I've got nothing against Grape Nuts. I've eaten bowl after bowl of them in my life. And I can't stand caviar. But G.K. is right when he recognizes that spontaneity trumps principle damn near every time.

Simplicity means living right here, right now aware of both the opportunities and impulses of the present moment. Principle is prejudice. It prejudges a situation and living buy it takes you out of the moment and into your head.

That doesn't mean it's always caviar for breakfast and Grape Nuts be damned. It means you eat Grape Nuts when it is intuitively right to do so, but not on the principle that since Grape Nuts are healthier that's what you are "suppose to" eat in the morning.

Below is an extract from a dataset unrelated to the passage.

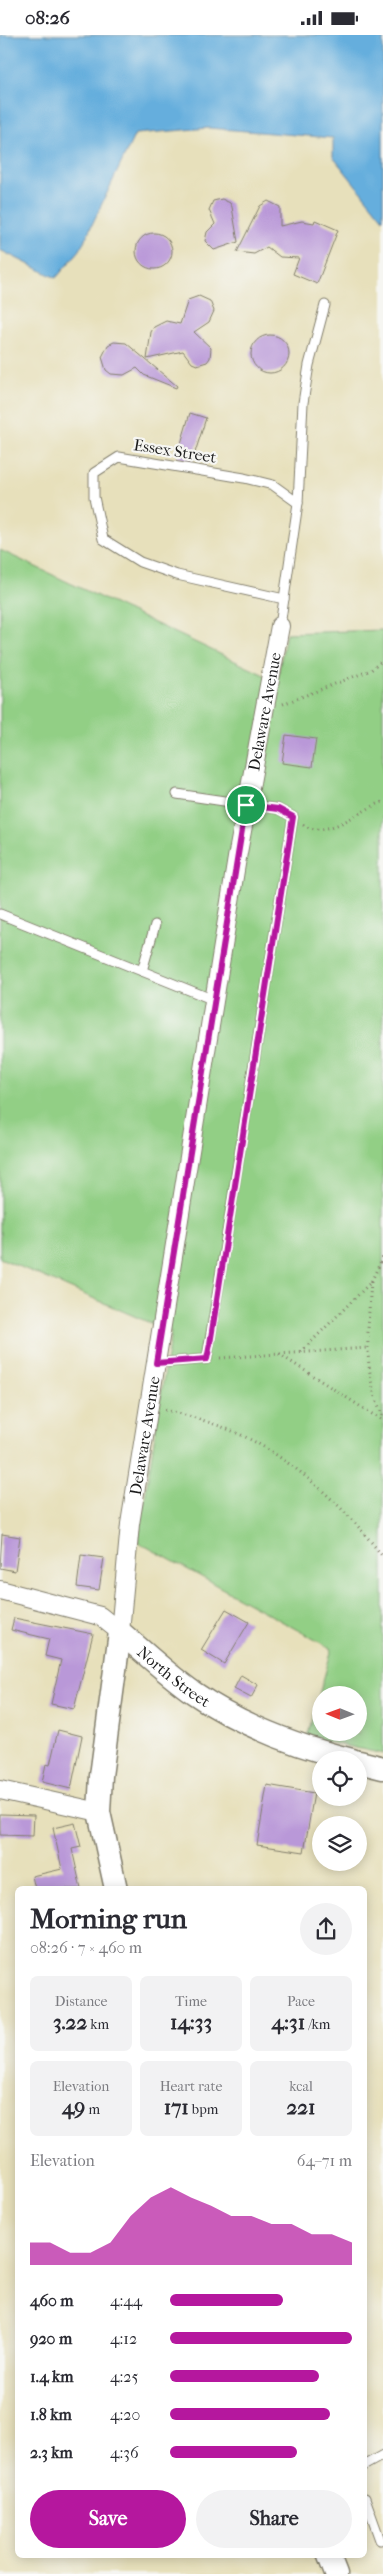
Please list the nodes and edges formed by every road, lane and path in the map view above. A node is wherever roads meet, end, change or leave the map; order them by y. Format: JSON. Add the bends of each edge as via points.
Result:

There are no "suppose to's." There is only this moment. And if you live it fully, and tune into your true inner needs and even your delicious whims, you will eat much more joyously.

And isn't that what it's really all about -- a joyous life? Why live five more years by eating Grape Nuts, salmon and sprouts if you're miserable every time you eat them? Longevity is not the goal. Living by your made-up principles is not the goal.

There is no goal. Death is our ultimate destination, at least in this lifetime. And so all we really have is now and now and now, on and on, until we run out of nows. Why not make them simply joyous?